Everything in the data below is left aside except the lines from the one containing "pinky mcp: (785, 771)" through the one containing "middle dip: (1056, 715)"; repeat those exactly.
★ ★ ★ ★ ★ ★ ★
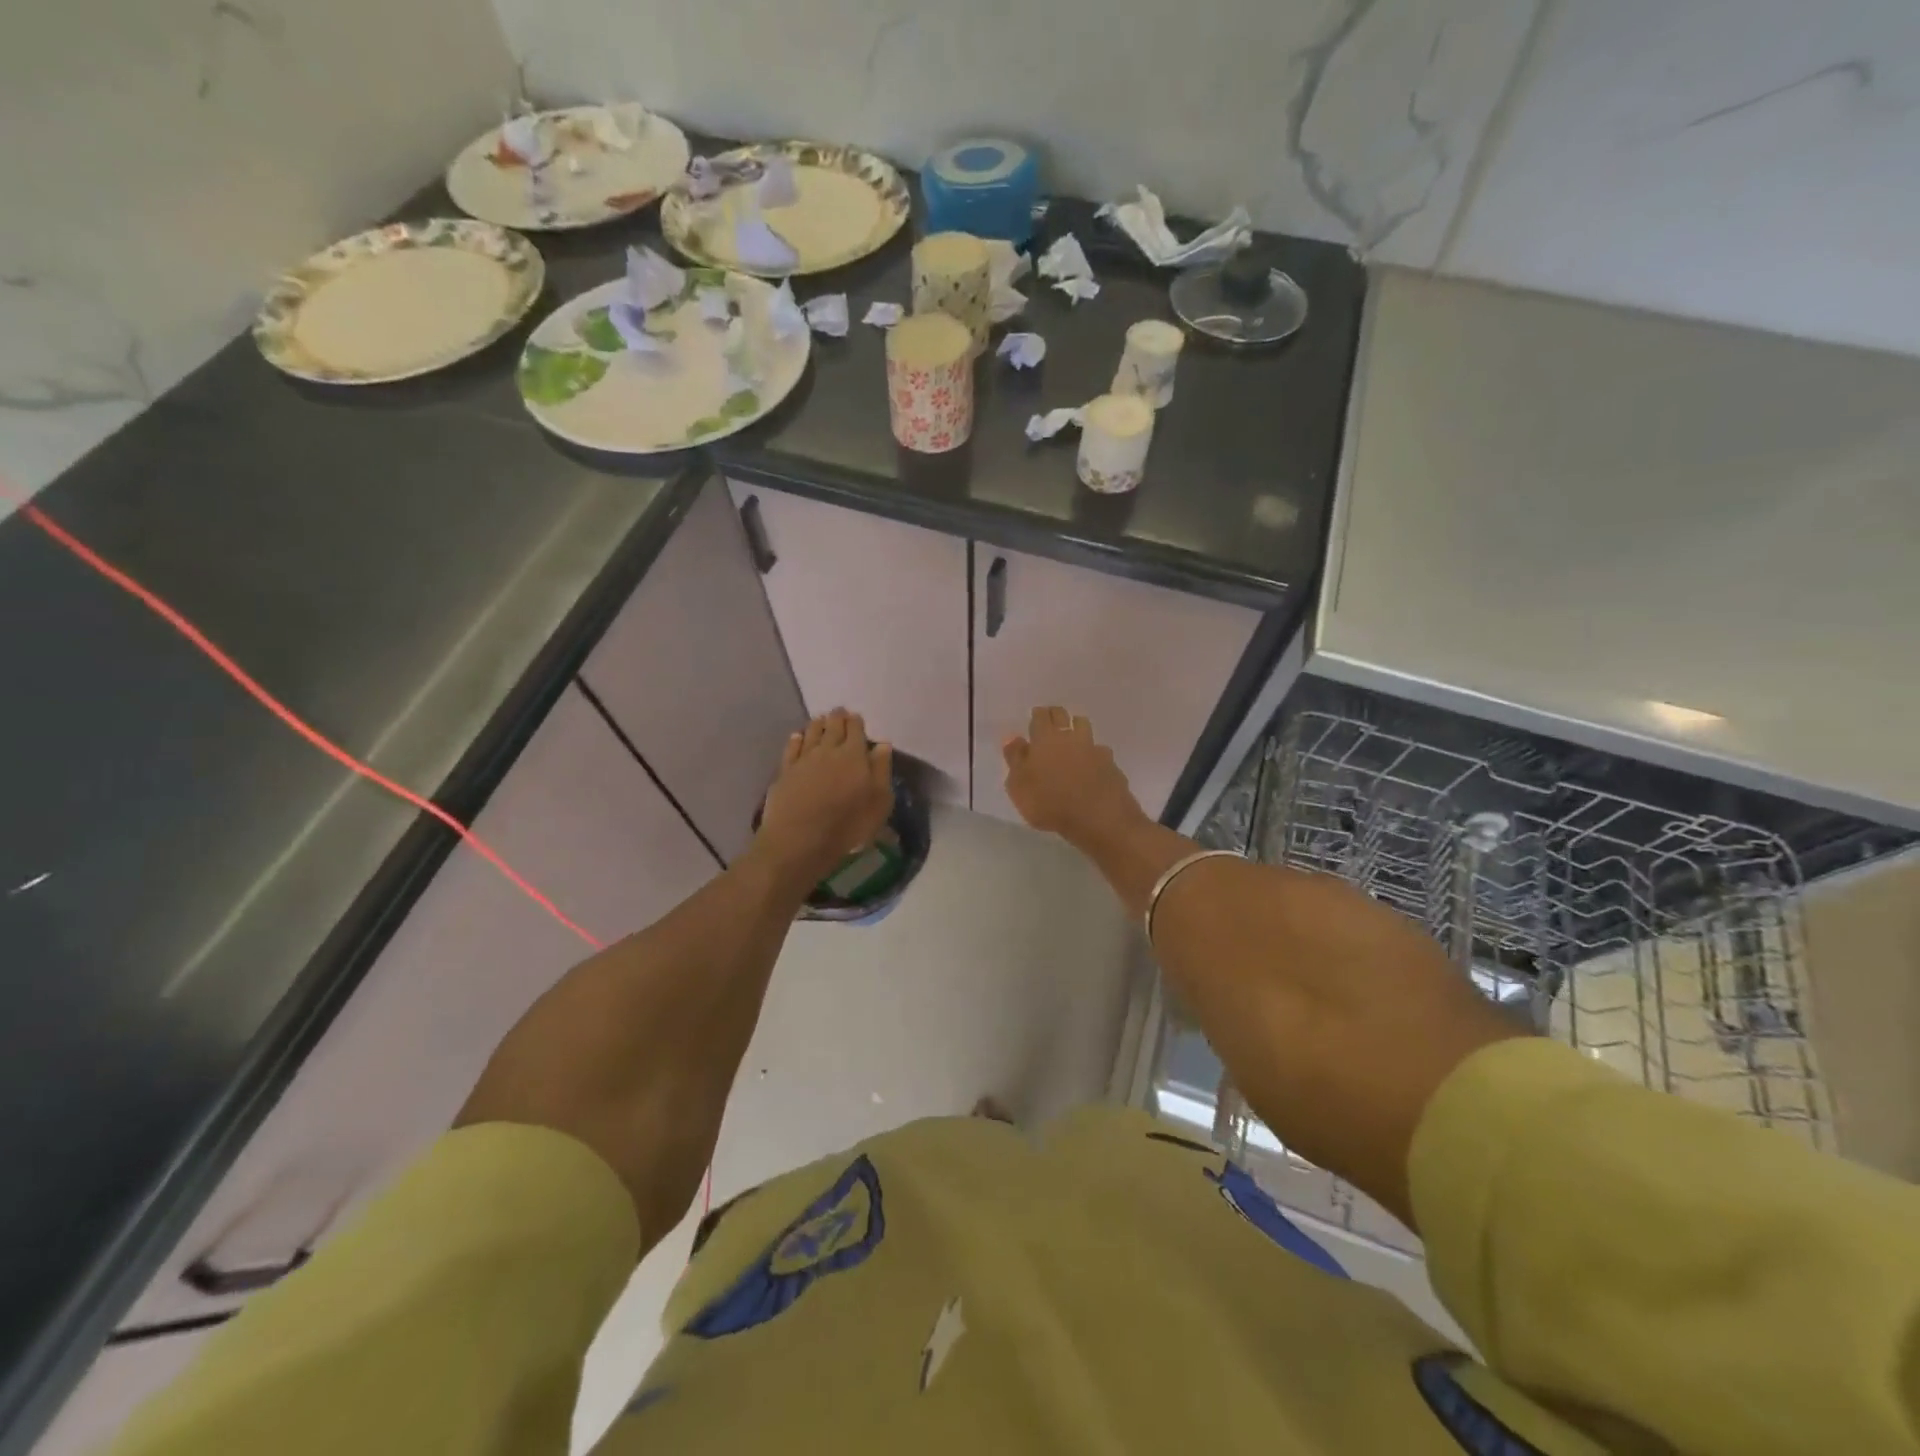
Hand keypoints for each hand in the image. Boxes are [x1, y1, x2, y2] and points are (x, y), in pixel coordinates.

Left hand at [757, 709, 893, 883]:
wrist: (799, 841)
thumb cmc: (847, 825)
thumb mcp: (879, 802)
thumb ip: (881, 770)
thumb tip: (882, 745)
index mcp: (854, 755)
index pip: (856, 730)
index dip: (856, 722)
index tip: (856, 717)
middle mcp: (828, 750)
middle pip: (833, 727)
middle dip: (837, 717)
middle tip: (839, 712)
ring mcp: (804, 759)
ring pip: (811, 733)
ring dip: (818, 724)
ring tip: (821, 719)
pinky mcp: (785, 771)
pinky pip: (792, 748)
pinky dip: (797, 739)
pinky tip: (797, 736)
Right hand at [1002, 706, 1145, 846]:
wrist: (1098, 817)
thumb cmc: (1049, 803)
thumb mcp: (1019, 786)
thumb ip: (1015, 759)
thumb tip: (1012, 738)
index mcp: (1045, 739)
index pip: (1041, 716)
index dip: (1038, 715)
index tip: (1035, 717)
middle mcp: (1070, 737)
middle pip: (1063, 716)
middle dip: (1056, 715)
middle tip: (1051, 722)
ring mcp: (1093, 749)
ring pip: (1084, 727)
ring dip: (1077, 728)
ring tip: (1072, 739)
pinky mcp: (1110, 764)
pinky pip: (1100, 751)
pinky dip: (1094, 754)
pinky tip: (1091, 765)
★ ★ ★ ★ ★ ★ ★
## Result of this exercise
pinky mcp: (785, 771)
pinky pip: (792, 748)
pinky dip: (797, 739)
pinky tip: (797, 736)
Right hand at [1002, 706, 1145, 846]:
wrist: (1098, 817)
thumb cmc: (1049, 803)
thumb mcp: (1019, 786)
thumb ip: (1015, 759)
thumb tip: (1012, 738)
index mcp: (1045, 739)
index pip: (1041, 716)
index dip: (1038, 715)
index tip: (1035, 717)
middle mcp: (1070, 737)
middle pip: (1063, 716)
middle dip: (1056, 715)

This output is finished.